- [Activity]: Please restate word for word the lines of the entries below from the one with "ring pip: (241, 236)" to the one with "index tip: (1060, 745)", inclusive, and leave out every picture.

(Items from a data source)
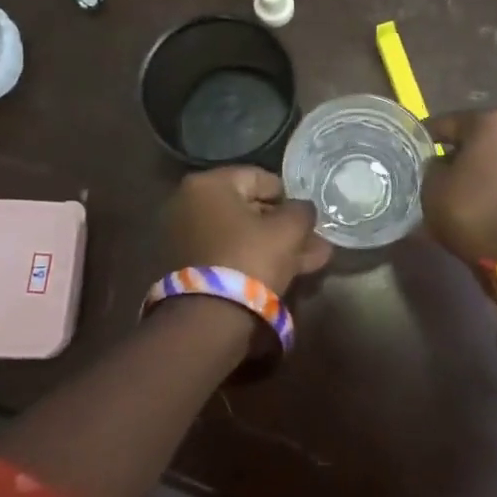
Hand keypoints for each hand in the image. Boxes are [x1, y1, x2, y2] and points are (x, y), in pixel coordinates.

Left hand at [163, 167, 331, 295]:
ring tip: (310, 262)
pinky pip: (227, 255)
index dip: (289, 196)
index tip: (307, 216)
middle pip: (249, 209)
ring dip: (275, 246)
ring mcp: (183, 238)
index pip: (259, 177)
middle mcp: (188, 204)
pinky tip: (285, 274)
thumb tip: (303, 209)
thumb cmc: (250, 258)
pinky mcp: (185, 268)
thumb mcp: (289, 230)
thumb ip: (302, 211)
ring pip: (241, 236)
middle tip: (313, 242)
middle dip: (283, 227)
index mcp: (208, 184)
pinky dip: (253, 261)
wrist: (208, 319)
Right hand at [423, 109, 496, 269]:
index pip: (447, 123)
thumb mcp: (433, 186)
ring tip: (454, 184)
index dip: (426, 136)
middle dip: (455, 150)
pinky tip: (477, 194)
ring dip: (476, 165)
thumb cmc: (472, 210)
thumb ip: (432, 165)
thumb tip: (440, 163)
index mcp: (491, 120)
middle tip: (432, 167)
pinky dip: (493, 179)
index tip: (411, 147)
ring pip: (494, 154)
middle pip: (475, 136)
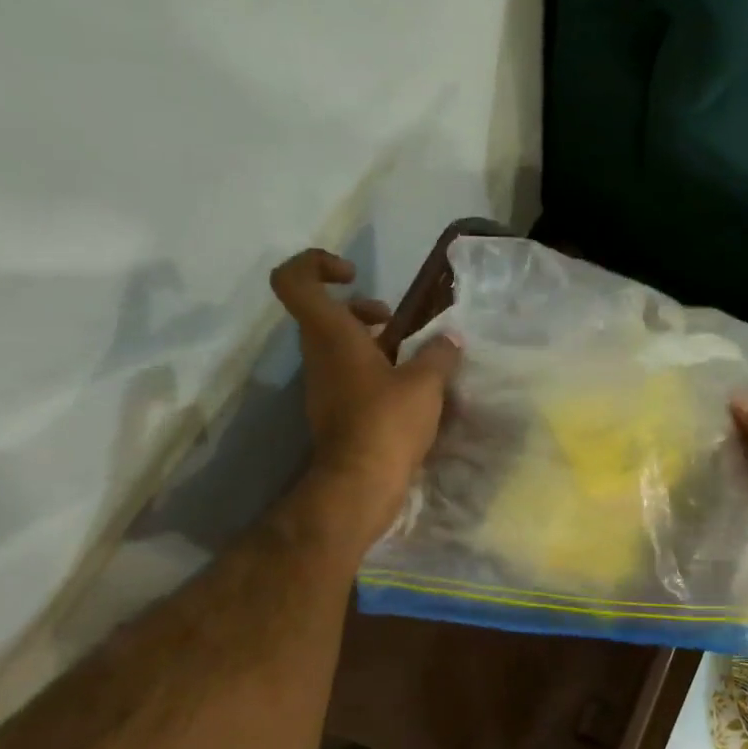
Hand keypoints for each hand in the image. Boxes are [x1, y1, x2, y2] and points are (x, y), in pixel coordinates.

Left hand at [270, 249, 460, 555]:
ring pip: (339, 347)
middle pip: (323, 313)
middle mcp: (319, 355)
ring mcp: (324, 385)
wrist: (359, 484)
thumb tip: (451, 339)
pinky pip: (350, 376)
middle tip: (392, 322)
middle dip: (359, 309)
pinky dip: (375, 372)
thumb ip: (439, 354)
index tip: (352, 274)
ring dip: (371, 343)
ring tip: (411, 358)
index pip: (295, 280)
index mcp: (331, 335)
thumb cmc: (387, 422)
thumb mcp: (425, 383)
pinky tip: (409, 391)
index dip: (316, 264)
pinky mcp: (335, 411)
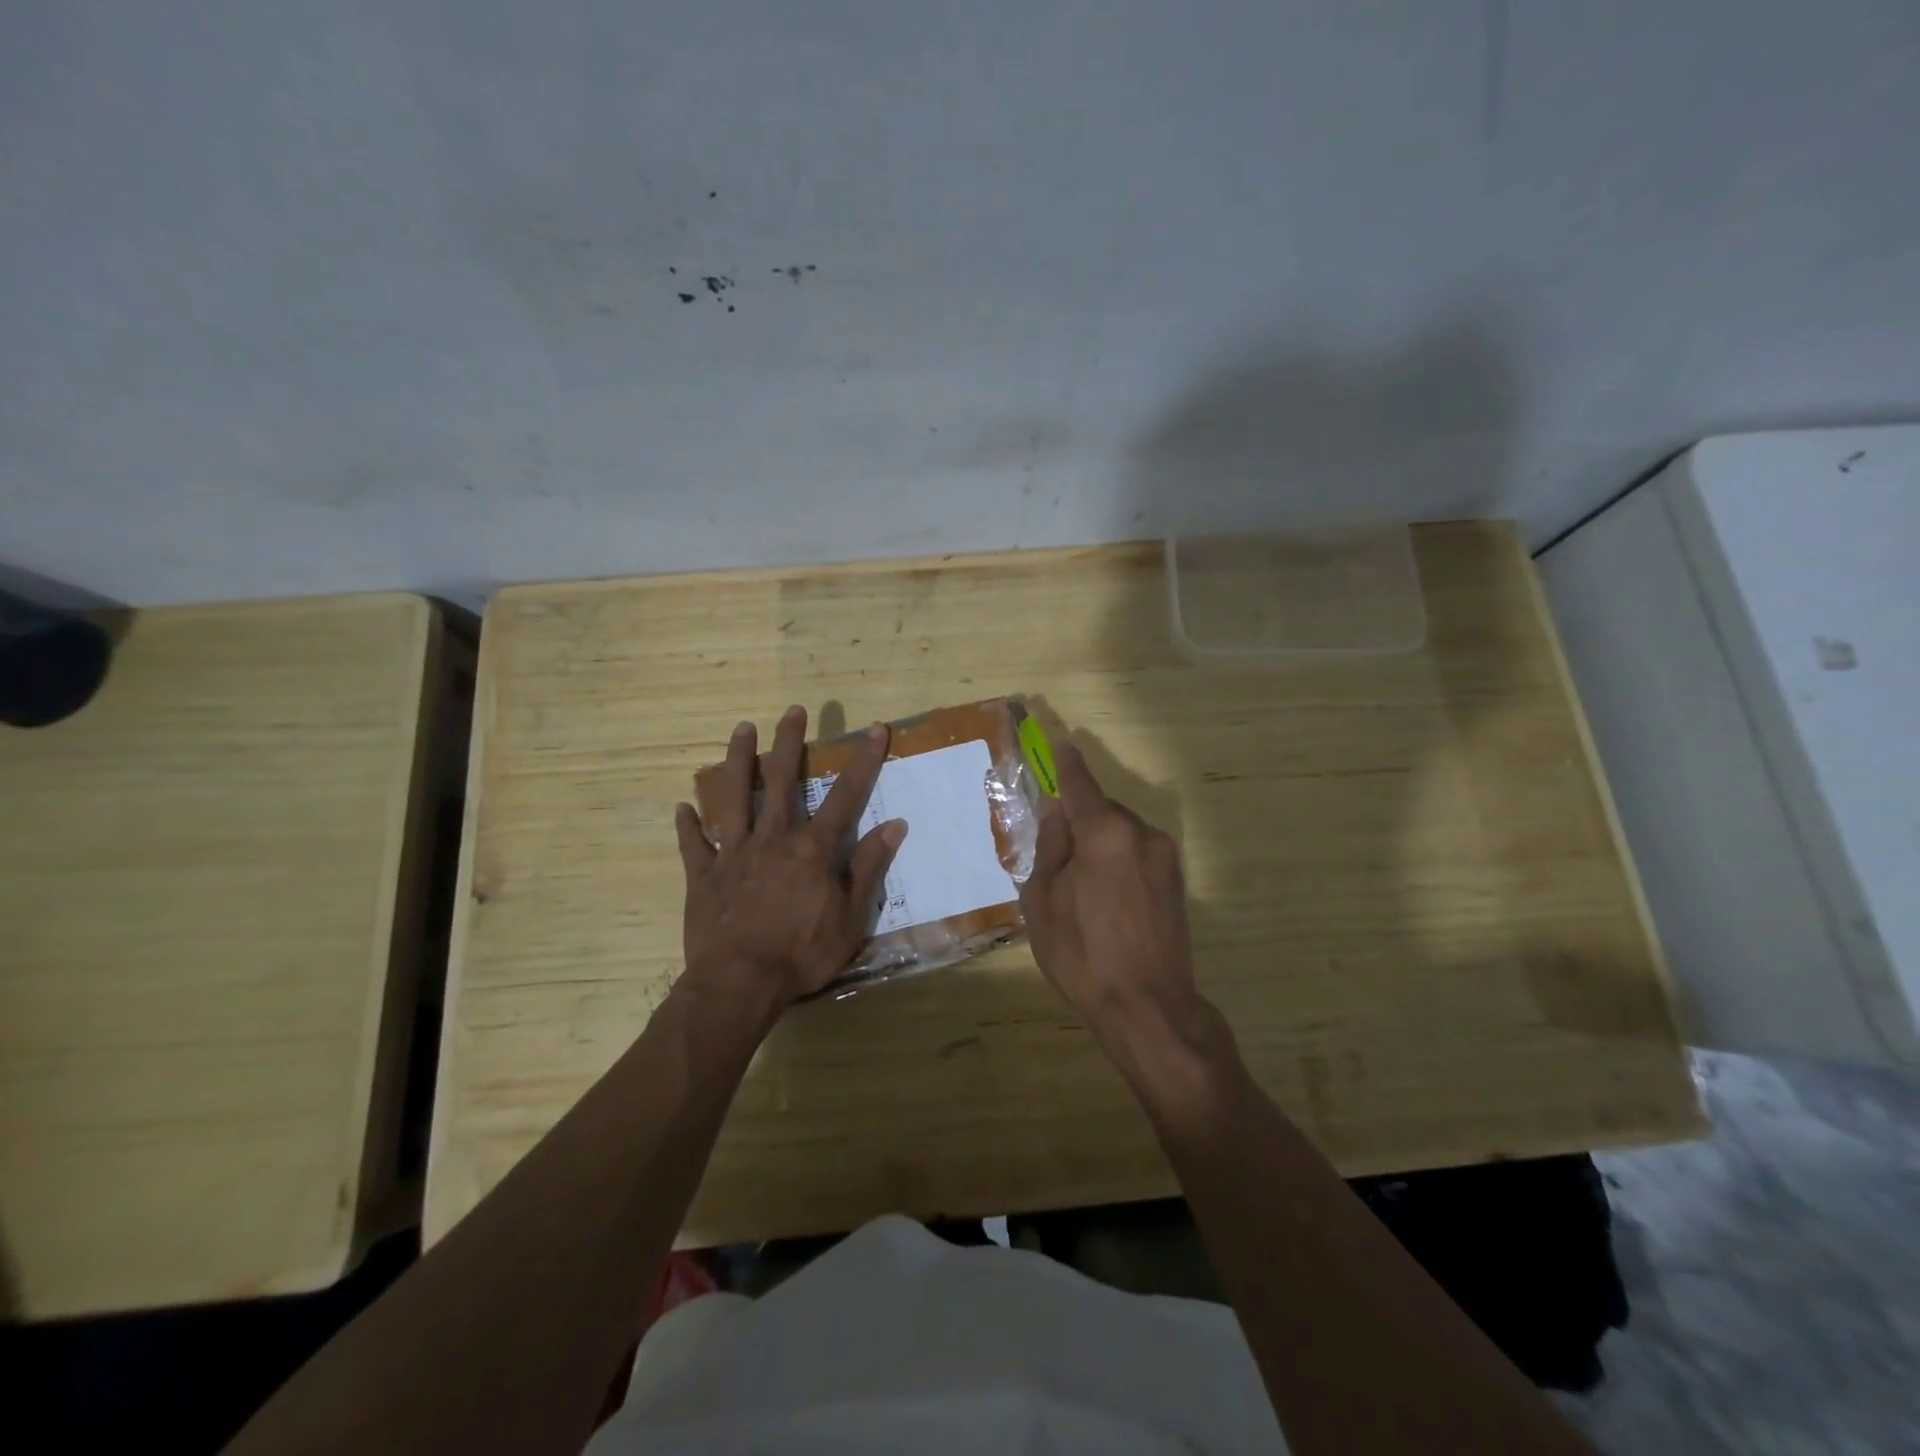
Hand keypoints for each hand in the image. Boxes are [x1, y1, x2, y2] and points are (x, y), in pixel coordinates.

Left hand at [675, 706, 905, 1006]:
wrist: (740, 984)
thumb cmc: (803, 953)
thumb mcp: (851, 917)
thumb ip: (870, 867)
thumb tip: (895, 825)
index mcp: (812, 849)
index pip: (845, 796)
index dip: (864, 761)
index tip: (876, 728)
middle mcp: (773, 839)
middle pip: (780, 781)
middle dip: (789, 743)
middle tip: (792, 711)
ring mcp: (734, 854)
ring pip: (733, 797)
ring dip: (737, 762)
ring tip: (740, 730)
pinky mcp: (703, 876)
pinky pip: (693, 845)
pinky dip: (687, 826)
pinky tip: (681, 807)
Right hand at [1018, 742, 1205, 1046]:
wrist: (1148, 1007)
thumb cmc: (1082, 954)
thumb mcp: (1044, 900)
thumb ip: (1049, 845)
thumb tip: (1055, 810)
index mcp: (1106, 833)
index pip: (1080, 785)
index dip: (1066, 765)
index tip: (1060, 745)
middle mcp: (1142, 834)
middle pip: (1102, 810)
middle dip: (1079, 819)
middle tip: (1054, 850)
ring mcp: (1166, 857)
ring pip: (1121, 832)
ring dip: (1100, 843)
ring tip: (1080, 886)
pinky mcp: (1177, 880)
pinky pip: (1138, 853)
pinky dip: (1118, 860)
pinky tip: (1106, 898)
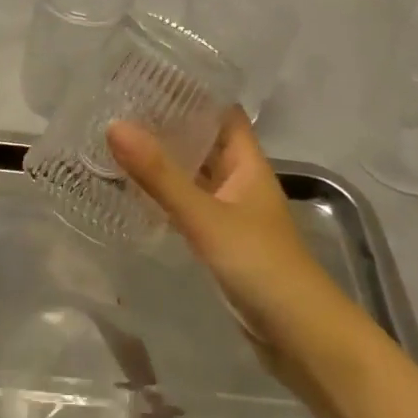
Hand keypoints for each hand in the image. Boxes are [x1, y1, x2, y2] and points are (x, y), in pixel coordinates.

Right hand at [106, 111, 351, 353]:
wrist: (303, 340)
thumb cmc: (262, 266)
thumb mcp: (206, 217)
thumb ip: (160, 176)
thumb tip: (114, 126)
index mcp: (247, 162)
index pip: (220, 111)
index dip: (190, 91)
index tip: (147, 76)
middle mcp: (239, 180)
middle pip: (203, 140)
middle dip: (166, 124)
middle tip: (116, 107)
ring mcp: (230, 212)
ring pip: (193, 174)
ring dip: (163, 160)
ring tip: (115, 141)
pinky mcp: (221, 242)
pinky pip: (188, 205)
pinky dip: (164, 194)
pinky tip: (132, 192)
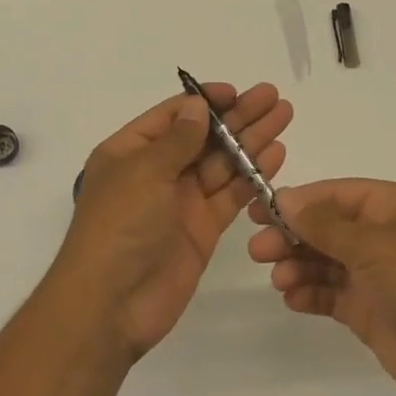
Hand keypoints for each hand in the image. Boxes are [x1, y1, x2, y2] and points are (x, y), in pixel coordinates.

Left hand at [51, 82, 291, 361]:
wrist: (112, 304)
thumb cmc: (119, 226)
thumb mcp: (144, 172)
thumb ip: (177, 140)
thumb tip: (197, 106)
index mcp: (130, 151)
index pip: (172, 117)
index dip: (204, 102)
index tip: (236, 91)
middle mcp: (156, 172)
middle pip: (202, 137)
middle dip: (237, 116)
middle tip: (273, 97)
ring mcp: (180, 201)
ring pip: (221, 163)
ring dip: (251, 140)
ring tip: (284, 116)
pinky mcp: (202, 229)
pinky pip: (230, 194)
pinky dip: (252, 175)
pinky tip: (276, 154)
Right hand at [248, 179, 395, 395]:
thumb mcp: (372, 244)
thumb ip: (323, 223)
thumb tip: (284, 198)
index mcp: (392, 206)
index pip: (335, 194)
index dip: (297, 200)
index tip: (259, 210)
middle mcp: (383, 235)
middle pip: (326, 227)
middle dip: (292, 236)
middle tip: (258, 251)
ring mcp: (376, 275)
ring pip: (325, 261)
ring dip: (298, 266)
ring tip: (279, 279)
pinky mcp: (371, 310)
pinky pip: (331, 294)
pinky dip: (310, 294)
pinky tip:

- [Result]:
ring pip: (241, 236)
middle tip: (313, 242)
middle dip: (283, 227)
index mcp: (208, 184)
pinky dip: (253, 261)
wrist: (208, 319)
Right hand at [423, 109, 496, 269]:
index pip: (447, 123)
thumb mcp: (433, 186)
ring tip: (454, 184)
index dip: (426, 136)
middle dip: (455, 150)
pinky tip: (477, 194)
ring dip: (476, 165)
thumb cmc: (472, 210)
thumb ip: (432, 165)
thumb tip: (440, 163)
index mcp: (491, 120)
middle tip: (432, 167)
pinky dip: (493, 179)
index tip: (411, 147)
ring pip: (494, 154)
middle pip: (475, 136)
Hand keypoints for each hand in the image. Boxes are [x1, y1, x2, y2] and points are (x, y), in pixel coordinates.

Left hand at [270, 249, 460, 555]:
ring pip: (339, 347)
middle pip: (323, 313)
middle mcp: (319, 355)
ring mcp: (324, 385)
wrist: (359, 484)
thumb tip: (451, 339)
pinky pip: (350, 376)
middle tip: (392, 322)
middle dip: (359, 309)
pinky dip: (375, 372)
thumb ip: (439, 354)
index tip: (352, 274)
ring dip: (371, 343)
ring tip: (411, 358)
index pip: (295, 280)
index mcp: (331, 335)
thumb cmc: (387, 422)
thumb mcp: (425, 383)
pinky tip: (409, 391)
index dip: (316, 264)
pinky mcp: (335, 411)
Hand keypoints for each hand in the image. Boxes are [x1, y1, x2, y2] and points are (x, y), in pixel coordinates.

Left hand at [675, 706, 905, 1006]:
wrist: (740, 984)
thumb cmc: (803, 953)
thumb mcp: (851, 917)
thumb ip: (870, 867)
thumb tip: (895, 825)
index mcp: (812, 849)
index pip: (845, 796)
index dip: (864, 761)
index tip: (876, 728)
middle mcp: (773, 839)
middle pip: (780, 781)
middle dip: (789, 743)
middle tip: (792, 711)
ring mcp: (734, 854)
ring pip: (733, 797)
ring dip: (737, 762)
ring tip: (740, 730)
pinky mcp: (703, 876)
pinky pip: (693, 845)
pinky dip: (687, 826)
pinky tip: (681, 807)
Right hand at [1018, 742, 1205, 1046]:
wrist: (1148, 1007)
thumb cmc: (1082, 954)
thumb mcp: (1044, 900)
thumb ip: (1049, 845)
thumb tip: (1055, 810)
index mcp: (1106, 833)
index pip: (1080, 785)
index dip: (1066, 765)
index tip: (1060, 745)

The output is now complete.